What do you want to know? I'll start with the elements I tell players ahead of character gen...
The most important element is building the dice pools.
Take as many yellows as the lower of Att or Skill.
Take greens equal to the difference of Att and Skill.
Take blues as directed or previously bought with advantage.
"Upgrade" means convert a green to a yellow; if you have no greens, instead add one.
"Downgrade" means convert a yellow to a green.
The GM also assigns purple, red, and black.
Purple base difficulty (in opposed situations, opponent green), red is risky difficulty (opponent's yellows).
Black and Blue are both situational (or talent) modifiers, and cannot be upgraded.
The bullet holes are successes, the Jedi wreathes are advantage, 3-point stars are "failure" (anti-successes), the imperial hexagons are threat.
The lightsaber is a triumph, and only on yellows.
The circled failure star is a despair.
Successes and Failures cross cancel; to succeed, you must have a remaining success. No fails isn't enough.
Advantage and Threat also cross cancel.
Triumph count twice: once for the success total, and separately for the triumph spends.
Despair also count twice, once as a failure, and once as a despair foe spend.
Note that the success/failure carried is cancelled, but the triumph spends and despair spends cannot be.
Thus, you get 4 totals in your outcome:
- Success - failure
- Advantage - Threat
- Rolled Triumphs
- Rolled Despairs
RAI, the players spend their advantage and Triumphs and the GM's threat and Despair; the GM spends PC threat & Despair and GM Advantage and Triumphs. RAW, the GM can simply assign the results.
Talents generally come in several flavors:
Increases to a secondary score (Maximum Strain, Maximum Wounds, Armor value, damage)
Increases to an Attribute
Bonus blue to own
Bonus black to foe
Reduce black on own
Upgrade green in pool (essentially, a +1 to the lower score in the task)
Downgrade red in pool (essentially, a -1 to the higher score opposing you)
special abilities.
Change skill from non-career to career.
The talent trees are paths, you can always take top row talents in a tree you've opened. Ones further down must follow paths from the top of the table, but not always downwards.
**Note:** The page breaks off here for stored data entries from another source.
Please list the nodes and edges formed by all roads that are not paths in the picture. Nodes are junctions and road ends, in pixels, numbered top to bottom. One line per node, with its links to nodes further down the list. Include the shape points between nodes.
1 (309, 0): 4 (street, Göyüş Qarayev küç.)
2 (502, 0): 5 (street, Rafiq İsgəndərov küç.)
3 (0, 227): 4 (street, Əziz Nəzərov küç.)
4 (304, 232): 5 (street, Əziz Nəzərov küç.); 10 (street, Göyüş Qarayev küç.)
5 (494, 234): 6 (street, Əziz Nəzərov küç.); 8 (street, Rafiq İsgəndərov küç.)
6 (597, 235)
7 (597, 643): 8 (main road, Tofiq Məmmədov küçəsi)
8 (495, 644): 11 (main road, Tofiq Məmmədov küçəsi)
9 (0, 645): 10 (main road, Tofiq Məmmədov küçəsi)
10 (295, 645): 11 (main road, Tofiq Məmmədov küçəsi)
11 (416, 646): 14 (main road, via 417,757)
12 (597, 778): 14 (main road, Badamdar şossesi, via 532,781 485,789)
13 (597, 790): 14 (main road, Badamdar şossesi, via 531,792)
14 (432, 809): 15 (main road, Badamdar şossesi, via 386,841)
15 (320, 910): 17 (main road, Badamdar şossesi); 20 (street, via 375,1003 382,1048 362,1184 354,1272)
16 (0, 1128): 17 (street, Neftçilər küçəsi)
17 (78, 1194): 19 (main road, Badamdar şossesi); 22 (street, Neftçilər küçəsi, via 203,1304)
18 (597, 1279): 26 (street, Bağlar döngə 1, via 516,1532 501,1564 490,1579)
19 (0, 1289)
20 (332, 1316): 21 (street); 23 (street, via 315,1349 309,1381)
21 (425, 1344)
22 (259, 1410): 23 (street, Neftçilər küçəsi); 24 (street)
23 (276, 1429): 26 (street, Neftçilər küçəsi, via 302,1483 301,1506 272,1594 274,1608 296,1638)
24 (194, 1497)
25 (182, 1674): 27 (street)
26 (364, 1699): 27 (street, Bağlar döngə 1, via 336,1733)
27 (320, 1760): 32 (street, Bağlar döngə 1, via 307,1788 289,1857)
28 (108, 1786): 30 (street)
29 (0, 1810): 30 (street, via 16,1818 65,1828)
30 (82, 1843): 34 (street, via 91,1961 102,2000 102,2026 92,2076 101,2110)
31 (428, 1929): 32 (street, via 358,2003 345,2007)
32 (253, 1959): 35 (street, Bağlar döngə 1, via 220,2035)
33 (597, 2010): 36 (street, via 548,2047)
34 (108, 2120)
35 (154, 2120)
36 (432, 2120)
Every corebook has 6 careers (≅classes), with 3 specialization trees. Every career book has another 3 specialization trees. Specialization is immediate. Career determines only which trees are available, and there are a number duplicated across the three lines.
I playtested the Smuggler, Ace, and Bounty Hunter books, and the F&D Chronicles of the Gatekeeper...
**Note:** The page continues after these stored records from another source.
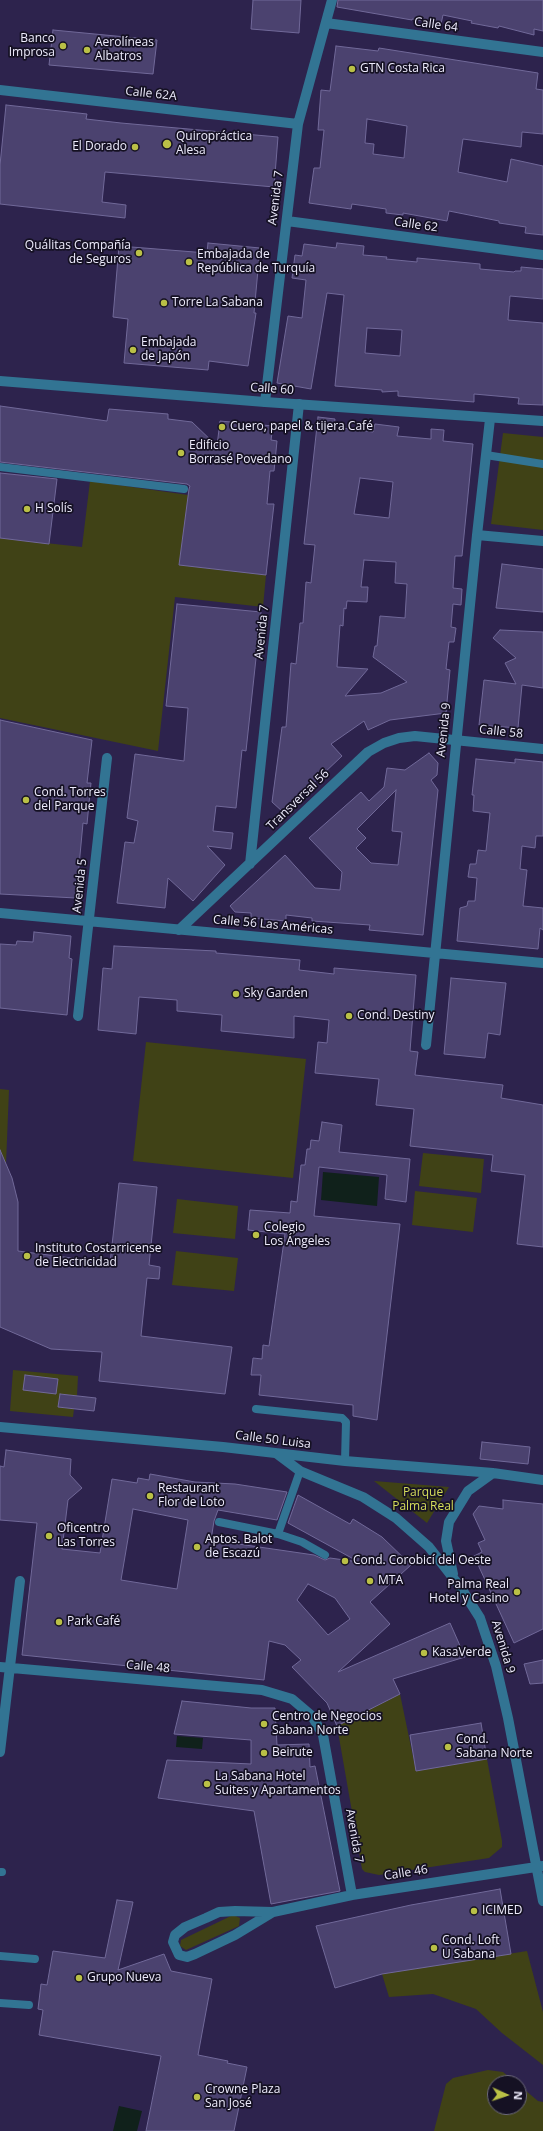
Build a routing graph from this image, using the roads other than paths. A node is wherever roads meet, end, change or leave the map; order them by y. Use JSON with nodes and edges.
{"nodes":[{"id":1,"x":332,"y":0,"type":"edge"},
{"id":2,"x":326,"y":23,"type":"junction"},
{"id":3,"x":543,"y":52,"type":"edge"},
{"id":4,"x":0,"y":90,"type":"edge"},
{"id":5,"x":298,"y":124,"type":"junction"},
{"id":6,"x":286,"y":221,"type":"junction"},
{"id":7,"x":543,"y":255,"type":"edge"},
{"id":8,"x":0,"y":380,"type":"edge"},
{"id":9,"x":265,"y":402,"type":"junction"},
{"id":10,"x":299,"y":404,"type":"junction"},
{"id":11,"x":490,"y":419,"type":"junction"},
{"id":12,"x":543,"y":421,"type":"edge"},
{"id":13,"x":486,"y":455,"type":"junction"},
{"id":14,"x":543,"y":464,"type":"edge"},
{"id":15,"x":0,"y":467,"type":"edge"},
{"id":16,"x":184,"y":489,"type":"dead end"},
{"id":17,"x":477,"y":535,"type":"junction"},
{"id":18,"x":543,"y":540,"type":"edge"},
{"id":19,"x":456,"y":740,"type":"junction"},
{"id":20,"x":543,"y":749,"type":"edge"},
{"id":21,"x":107,"y":758,"type":"dead end"},
{"id":22,"x":250,"y":864,"type":"junction"},
{"id":23,"x":0,"y":913,"type":"edge"},
{"id":24,"x":88,"y":921,"type":"junction"},
{"id":25,"x":179,"y":930,"type":"junction"},
{"id":26,"x":435,"y":953,"type":"junction"},
{"id":27,"x":543,"y":963,"type":"edge"},
{"id":28,"x":78,"y":1016,"type":"dead end"},
{"id":29,"x":426,"y":1045,"type":"dead end"},
{"id":30,"x":256,"y":1409,"type":"dead end"},
{"id":31,"x":0,"y":1427,"type":"edge"},
{"id":32,"x":276,"y":1453,"type":"junction"},
{"id":33,"x":345,"y":1461,"type":"junction"},
{"id":34,"x":300,"y":1471,"type":"junction"},
{"id":35,"x":493,"y":1473,"type":"junction"},
{"id":36,"x":543,"y":1480,"type":"edge"},
{"id":37,"x":219,"y":1522,"type":"dead end"},
{"id":38,"x":278,"y":1534,"type":"junction"},
{"id":39,"x":325,"y":1555,"type":"dead end"},
{"id":40,"x":454,"y":1578,"type":"junction"},
{"id":41,"x":20,"y":1581,"type":"dead end"},
{"id":42,"x":5,"y":1668,"type":"edge"},
{"id":43,"x":292,"y":1699,"type":"joint"},
{"id":44,"x":0,"y":1752,"type":"edge"},
{"id":45,"x":540,"y":1866,"type":"edge"},
{"id":46,"x":352,"y":1895,"type":"junction"},
{"id":47,"x":543,"y":1901,"type":"edge"},
{"id":48,"x":273,"y":1912,"type":"junction"},
{"id":49,"x":0,"y":1956,"type":"edge"},
{"id":50,"x":35,"y":1959,"type":"dead end"},
{"id":51,"x":0,"y":2003,"type":"edge"},
{"id":52,"x":30,"y":2005,"type":"dead end"}],
"edges":[{"from":1,"to":2,"type":"street","name":"Avenida 7"},
{"from":2,"to":3,"type":"street","name":"Calle 64"},
{"from":2,"to":5,"type":"street","name":"Avenida 7"},
{"from":4,"to":5,"type":"street","name":"Calle 62A"},
{"from":5,"to":6,"type":"street","name":"Avenida 7"},
{"from":6,"to":7,"type":"street","name":"Calle 62"},
{"from":6,"to":9,"type":"street","name":"Avenida 7"},
{"from":8,"to":9,"type":"street","name":"Calle 60"},
{"from":9,"to":10,"type":"street","name":"Calle 60"},
{"from":10,"to":11,"type":"street","name":"Calle 60"},
{"from":10,"to":22,"type":"street","name":"Avenida 7"},
{"from":11,"to":12,"type":"street","name":"Calle 60"},
{"from":11,"to":13,"type":"street","name":"Avenida 9"},
{"from":13,"to":14,"type":"lane"},
{"from":13,"to":17,"type":"street","name":"Avenida 9"},
{"from":15,"to":16,"type":"lane"},
{"from":17,"to":18,"type":"street"},
{"from":17,"to":19,"type":"street","name":"Avenida 9"},
{"from":19,"to":20,"type":"street","name":"Calle 58"},
{"from":19,"to":22,"type":"street","name":"Transversal 56"},
{"from":19,"to":26,"type":"street","name":"Avenida 9"},
{"from":21,"to":24,"type":"street","name":"Avenida 5"},
{"from":22,"to":25,"type":"street","name":"Transversal 56"},
{"from":23,"to":24,"type":"street","name":"Calle 56 Las Américas"},
{"from":24,"to":25,"type":"street","name":"Calle 56 Las Américas"},
{"from":24,"to":28,"type":"street","name":"Avenida 5"},
{"from":25,"to":26,"type":"street","name":"Calle 56 Las Américas"},
{"from":26,"to":27,"type":"street","name":"Calle 56 Las Américas"},
{"from":26,"to":29,"type":"street","name":"Avenida 9"},
{"from":30,"to":33,"type":"lane"},
{"from":31,"to":32,"type":"street","name":"Calle 50 Luisa"},
{"from":32,"to":33,"type":"street","name":"Calle 50 Luisa"},
{"from":32,"to":34,"type":"street","name":"Avenida 9"},
{"from":33,"to":35,"type":"street","name":"Calle 50 Luisa"},
{"from":34,"to":38,"type":"lane"},
{"from":34,"to":40,"type":"street","name":"Avenida 9"},
{"from":35,"to":36,"type":"street","name":"Calle 50 Luisa"},
{"from":35,"to":40,"type":"street"},
{"from":37,"to":38,"type":"lane"},
{"from":38,"to":39,"type":"lane"},
{"from":40,"to":45,"type":"street","name":"Avenida 9"},
{"from":41,"to":42,"type":"street"},
{"from":42,"to":43,"type":"street","name":"Calle 48"},
{"from":42,"to":44,"type":"street"},
{"from":43,"to":46,"type":"street","name":"Avenida 7"},
{"from":45,"to":46,"type":"street","name":"Calle 46"},
{"from":45,"to":47,"type":"street","name":"Avenida 9"},
{"from":46,"to":48,"type":"street","name":"Calle 46"},
{"from":48,"to":48,"type":"street","name":"Calle 46"},
{"from":49,"to":50,"type":"lane"},
{"from":51,"to":52,"type":"lane"}]}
I've run more Star Wars than D&D; much of that was over 10 campaign-years worth of FFG Star Wars (often 2, for a while, 3, campaigns at a time.) WEG is about 5 campaign years total.
Note that Force Users are in every core, and in the black covered universal splats; F&D has the majority of the power trees, which, except for costs, work like Talent Trees, but are not free to open even the first, and you have to have gotten a force rating from a talent tree or a class first. The one in Edge is an emulation of both pre-training Anakin and pre-training Ezra. Using force adds 2 more symbols: rings and dots. Dots are dark side, rings light side; they cross cancel. Most have a specified task, and the force add to the pool, both success on the normal dice and enough force to trigger the specific sub-abilities are needed... To have full-power Jedi/Sith/Tyia/etc, you need F&D.
Every F&D Splat adds another power (or more), in addition to more specializations.
Career Splats for every career also have a pair of extensions to the Talent Trees - you can only take each once, and only if in that career, and it must be bound to a talent tree from that career, AND they cost extra to open... but they add REALLY strongly thematic special abilities. They can be safely ignored, for complexity reasons.
Generally, the default difficulty for "This has a chance to fail a competent normal" (who rolls 1 green 1 yellow 1 blue) is 2 purple. 2 red is marginally harder, but has a chance of despair.
Wounds/Hull Capacity and Stress/System Strain are counted up, as you can go up to double the capacity. Going over damage capacity causes a critital roll, and until double, the amount over matters.
Also, Genesys dice are usable for Star Wars, but the iconography is different, and don't include a stress die.